Stored data
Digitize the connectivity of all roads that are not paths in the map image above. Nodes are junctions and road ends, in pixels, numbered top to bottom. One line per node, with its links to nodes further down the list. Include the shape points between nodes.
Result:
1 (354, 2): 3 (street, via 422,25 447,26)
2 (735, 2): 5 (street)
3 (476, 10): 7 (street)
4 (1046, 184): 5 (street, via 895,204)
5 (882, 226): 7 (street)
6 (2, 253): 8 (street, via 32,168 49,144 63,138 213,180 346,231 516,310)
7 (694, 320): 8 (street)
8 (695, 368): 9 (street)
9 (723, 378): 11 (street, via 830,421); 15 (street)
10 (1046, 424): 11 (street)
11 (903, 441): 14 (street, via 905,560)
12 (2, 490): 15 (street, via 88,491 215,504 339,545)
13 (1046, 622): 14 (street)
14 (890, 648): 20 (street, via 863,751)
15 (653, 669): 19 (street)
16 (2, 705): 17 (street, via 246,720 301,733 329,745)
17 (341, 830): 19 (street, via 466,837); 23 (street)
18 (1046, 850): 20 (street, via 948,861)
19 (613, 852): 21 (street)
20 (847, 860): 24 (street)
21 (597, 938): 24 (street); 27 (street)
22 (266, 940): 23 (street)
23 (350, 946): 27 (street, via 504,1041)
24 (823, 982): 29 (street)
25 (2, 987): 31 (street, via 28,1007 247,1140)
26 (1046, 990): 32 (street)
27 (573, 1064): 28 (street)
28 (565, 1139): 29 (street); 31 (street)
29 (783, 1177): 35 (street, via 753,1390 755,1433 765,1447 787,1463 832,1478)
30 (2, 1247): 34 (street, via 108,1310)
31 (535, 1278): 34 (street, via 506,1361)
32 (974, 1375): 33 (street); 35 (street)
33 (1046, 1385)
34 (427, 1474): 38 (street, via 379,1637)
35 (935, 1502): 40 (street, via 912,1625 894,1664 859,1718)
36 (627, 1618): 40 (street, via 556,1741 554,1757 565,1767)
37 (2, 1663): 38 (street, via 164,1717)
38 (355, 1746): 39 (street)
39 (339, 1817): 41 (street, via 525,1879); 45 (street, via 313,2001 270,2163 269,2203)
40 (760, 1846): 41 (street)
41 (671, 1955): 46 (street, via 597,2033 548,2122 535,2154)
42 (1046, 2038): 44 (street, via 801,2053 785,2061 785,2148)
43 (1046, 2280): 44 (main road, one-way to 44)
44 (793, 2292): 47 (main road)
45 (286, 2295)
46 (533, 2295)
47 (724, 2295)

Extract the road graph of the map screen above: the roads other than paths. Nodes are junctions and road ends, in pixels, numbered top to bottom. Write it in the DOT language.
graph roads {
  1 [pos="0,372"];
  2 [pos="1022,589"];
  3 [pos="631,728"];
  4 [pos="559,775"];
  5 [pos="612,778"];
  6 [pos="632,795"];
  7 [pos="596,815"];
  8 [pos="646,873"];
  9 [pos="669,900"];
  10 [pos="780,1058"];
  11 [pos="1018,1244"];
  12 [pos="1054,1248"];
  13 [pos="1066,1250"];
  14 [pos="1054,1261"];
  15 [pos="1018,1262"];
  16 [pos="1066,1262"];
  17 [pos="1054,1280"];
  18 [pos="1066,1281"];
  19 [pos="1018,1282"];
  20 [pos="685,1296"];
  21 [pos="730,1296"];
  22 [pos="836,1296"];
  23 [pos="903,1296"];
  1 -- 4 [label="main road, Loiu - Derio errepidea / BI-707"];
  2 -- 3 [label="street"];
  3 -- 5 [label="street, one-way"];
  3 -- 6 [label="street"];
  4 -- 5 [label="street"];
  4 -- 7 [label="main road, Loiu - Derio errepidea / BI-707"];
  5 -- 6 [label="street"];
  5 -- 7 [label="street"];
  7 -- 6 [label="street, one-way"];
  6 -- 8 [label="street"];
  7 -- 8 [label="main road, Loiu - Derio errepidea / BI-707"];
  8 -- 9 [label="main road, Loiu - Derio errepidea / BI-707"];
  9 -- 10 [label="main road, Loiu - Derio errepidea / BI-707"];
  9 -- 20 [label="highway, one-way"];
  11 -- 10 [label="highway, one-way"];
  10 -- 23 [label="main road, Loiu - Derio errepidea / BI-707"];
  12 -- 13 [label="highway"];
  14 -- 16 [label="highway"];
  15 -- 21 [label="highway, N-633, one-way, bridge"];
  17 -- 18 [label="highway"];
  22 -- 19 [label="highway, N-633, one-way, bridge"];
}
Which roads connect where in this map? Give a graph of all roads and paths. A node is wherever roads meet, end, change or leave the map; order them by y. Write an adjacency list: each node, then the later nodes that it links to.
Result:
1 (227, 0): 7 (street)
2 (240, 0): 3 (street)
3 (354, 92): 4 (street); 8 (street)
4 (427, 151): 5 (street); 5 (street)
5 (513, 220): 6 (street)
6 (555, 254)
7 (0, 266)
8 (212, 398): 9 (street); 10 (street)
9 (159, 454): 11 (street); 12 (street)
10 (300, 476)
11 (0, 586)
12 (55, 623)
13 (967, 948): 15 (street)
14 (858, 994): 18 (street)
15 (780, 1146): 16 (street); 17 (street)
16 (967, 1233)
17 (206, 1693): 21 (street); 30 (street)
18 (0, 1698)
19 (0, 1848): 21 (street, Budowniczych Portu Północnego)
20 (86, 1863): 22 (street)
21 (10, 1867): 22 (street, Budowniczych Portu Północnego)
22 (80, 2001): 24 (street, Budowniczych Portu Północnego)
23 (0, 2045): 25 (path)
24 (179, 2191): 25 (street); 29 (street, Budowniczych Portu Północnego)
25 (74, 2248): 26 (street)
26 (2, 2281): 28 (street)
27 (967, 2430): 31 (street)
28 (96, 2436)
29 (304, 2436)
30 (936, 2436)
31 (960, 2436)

Description of the task: Go through the records above and copy every line with the word "Loiu".

Response area:
  1 -- 4 [label="main road, Loiu - Derio errepidea / BI-707"];
  4 -- 7 [label="main road, Loiu - Derio errepidea / BI-707"];
  7 -- 8 [label="main road, Loiu - Derio errepidea / BI-707"];
  8 -- 9 [label="main road, Loiu - Derio errepidea / BI-707"];
  9 -- 10 [label="main road, Loiu - Derio errepidea / BI-707"];
  10 -- 23 [label="main road, Loiu - Derio errepidea / BI-707"];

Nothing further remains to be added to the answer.